If you can stretch to £400 or £500, and you'd actually use app-connected programmes rather than just wanting them on paper, that extra spend buys a real upgrade: electro-magnetic resistance, more resistance levels and, on the ProForm models, iFIT connectivity. See our full buying guide for what terms like flywheel weight and resistance type actually mean before you compare models outside this page.
How we compare
We don't run a testing lab and we don't pretend to. Every noise figure on this site is the
manufacturer's stated decibel rating, labelled as such: we never present a spec-sheet
number as something we measured ourselves. Footprint and stride length come from the same
published specifications, cross-checked against retailer listings and real UK owner reviews
where the numbers disagree.
We then match each machine to a home type (flat, terrace or house) based on
how much noise and floor space that setting can realistically absorb. Where a figure isn't
published anywhere we can source it, we say "not published" rather than estimate. We earn
affiliate commission on some links, but it never decides which machine is flagged as the
best fit. Read our full method.
Frequently asked questions
Is a cross trainer under £300 worth buying?+
Yes, but choose carefully. The JLL CT300 and Body Sculpture BE7312G both sit at or under £300 with a compact footprint and a good home-fit rating across flats, terraces and houses. The cheapest option, the Pro Fitness CT100 at £149, is worth buying too, but real owner feedback flags assembly, stability and noise issues that are common at this end of the market. The MoneySavingExpert forum consensus on budget cross trainers is blunt: cheaper models “tended to rock and creak”, while £300 plus “felt more sturdy”.
What do you actually give up below £300?+
Programmes and connectivity, mostly. None of the three sub-£300 models here publish a manufacturer noise figure or state a maximum user weight, and none offer app-connected training programmes. Spend closer to £400 on something like the JTX Strider-X8 and you get electro-magnetic resistance with 32 programmes. Under £300 you get a working cross trainer with manual magnetic resistance and a basic console, and not much else.

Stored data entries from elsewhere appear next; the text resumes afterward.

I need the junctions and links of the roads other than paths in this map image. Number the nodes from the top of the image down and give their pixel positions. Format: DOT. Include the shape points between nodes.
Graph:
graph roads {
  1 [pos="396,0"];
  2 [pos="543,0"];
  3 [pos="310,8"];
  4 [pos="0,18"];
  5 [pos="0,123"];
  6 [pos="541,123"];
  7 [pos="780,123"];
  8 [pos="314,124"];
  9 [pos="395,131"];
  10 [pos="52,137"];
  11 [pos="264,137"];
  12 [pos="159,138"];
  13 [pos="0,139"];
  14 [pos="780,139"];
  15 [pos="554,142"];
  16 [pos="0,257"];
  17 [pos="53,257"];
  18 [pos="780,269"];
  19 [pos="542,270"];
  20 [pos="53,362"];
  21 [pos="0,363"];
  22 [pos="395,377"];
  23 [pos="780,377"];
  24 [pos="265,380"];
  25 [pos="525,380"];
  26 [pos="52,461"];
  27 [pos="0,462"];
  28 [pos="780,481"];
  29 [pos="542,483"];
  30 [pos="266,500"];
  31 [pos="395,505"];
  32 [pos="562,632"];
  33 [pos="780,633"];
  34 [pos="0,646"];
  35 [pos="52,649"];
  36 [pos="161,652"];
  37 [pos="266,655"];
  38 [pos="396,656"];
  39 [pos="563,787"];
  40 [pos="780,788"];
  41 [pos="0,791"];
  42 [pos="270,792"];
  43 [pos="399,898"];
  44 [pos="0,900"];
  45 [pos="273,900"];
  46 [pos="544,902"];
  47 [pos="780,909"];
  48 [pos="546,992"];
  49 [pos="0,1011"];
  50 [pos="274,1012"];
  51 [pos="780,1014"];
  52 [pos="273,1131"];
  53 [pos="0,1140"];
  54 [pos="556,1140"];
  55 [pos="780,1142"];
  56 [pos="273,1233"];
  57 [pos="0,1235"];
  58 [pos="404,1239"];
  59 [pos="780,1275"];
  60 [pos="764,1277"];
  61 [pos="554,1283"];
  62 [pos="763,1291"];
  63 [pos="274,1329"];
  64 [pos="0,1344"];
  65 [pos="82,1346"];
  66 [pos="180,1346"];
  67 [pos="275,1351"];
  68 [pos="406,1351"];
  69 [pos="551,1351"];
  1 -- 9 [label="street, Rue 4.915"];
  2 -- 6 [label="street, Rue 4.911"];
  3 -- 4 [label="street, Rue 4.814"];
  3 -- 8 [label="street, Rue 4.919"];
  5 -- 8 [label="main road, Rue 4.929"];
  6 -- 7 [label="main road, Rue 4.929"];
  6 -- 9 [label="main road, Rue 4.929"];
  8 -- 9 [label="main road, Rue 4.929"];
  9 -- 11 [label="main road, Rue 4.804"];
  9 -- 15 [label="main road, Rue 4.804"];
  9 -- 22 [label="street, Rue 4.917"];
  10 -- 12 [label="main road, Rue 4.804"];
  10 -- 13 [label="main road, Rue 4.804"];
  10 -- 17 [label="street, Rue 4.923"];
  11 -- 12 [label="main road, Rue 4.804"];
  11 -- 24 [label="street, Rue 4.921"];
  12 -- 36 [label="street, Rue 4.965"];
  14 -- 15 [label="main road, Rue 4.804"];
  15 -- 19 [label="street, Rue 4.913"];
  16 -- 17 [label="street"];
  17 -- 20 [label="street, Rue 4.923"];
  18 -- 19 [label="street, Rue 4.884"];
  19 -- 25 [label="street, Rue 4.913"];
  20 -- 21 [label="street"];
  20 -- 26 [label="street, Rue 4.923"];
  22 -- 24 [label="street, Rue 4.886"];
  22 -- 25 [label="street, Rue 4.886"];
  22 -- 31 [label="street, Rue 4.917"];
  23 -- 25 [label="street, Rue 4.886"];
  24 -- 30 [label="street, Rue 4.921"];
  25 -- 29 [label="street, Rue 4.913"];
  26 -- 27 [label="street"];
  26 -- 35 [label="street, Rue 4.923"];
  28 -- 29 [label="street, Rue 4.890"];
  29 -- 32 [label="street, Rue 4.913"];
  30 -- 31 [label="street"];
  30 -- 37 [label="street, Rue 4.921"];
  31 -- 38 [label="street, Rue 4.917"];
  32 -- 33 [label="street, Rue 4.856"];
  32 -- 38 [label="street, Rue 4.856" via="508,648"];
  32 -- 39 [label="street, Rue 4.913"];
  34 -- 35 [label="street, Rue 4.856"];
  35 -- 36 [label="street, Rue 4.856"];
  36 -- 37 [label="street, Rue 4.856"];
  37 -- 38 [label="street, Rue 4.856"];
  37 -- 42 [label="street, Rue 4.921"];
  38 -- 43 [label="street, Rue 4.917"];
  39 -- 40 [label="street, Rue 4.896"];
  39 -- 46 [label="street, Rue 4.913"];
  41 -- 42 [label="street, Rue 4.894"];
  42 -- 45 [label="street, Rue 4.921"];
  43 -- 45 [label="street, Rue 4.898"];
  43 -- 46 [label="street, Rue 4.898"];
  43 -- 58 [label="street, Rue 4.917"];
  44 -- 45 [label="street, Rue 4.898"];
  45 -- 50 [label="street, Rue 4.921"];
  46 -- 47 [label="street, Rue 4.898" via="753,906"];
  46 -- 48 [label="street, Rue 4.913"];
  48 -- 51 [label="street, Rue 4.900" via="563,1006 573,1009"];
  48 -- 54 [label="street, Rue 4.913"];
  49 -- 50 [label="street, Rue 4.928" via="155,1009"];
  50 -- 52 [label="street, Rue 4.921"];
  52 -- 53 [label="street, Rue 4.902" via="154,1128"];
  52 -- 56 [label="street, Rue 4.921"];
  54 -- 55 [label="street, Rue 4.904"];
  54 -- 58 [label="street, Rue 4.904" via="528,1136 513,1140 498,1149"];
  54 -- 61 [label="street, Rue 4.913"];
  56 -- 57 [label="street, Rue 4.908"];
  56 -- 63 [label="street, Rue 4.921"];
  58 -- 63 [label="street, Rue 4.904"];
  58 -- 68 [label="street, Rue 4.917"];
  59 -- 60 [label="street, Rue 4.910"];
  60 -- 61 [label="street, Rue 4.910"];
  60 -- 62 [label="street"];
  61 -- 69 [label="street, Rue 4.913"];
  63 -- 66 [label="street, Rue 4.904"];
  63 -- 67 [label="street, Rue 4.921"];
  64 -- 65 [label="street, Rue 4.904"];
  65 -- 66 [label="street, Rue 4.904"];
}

Which cross trainers currently qualify under £300 in the UK?+
As of 10 July 2026, exactly three do, out of the wider range of current UK models we track: the JLL CT300 (£270 to £280, direct from JLL), the Body Sculpture BE7312G (£290 to £300, and the only one of the three that folds flat) and the Pro Fitness CT100 (£149 at Argos). Everything else we checked, including models that older buying guides still describe as budget picks, now sells for £320 or more.
Why do so few cross trainers cost under £300 in the UK right now?+
The market has moved on from where a lot of older buying guides still place it. The Dripex Elliptical Cross Trainer, for example, is still widely described online as a sub-£200 pick, but its current Amazon UK listing runs £320 to £400. Checking Argos, Decathlon, Sports Direct, Very and House of Fraser directly this month, the Pro Fitness CT100 was the only other current, single-purpose cross trainer we could confirm under £270. The bottom of the market has genuinely thinned out.
Should I buy a secondhand cross trainer instead?+
It's worth considering if none of the three current sub-£300 new models suit you. A secondhand mid-tier machine, a used JLL or Reebok for example, can outperform a new entry-level one on build quality for similar money. The trade-off is no warranty and no way to check exactly how worn the resistance system is before you buy it.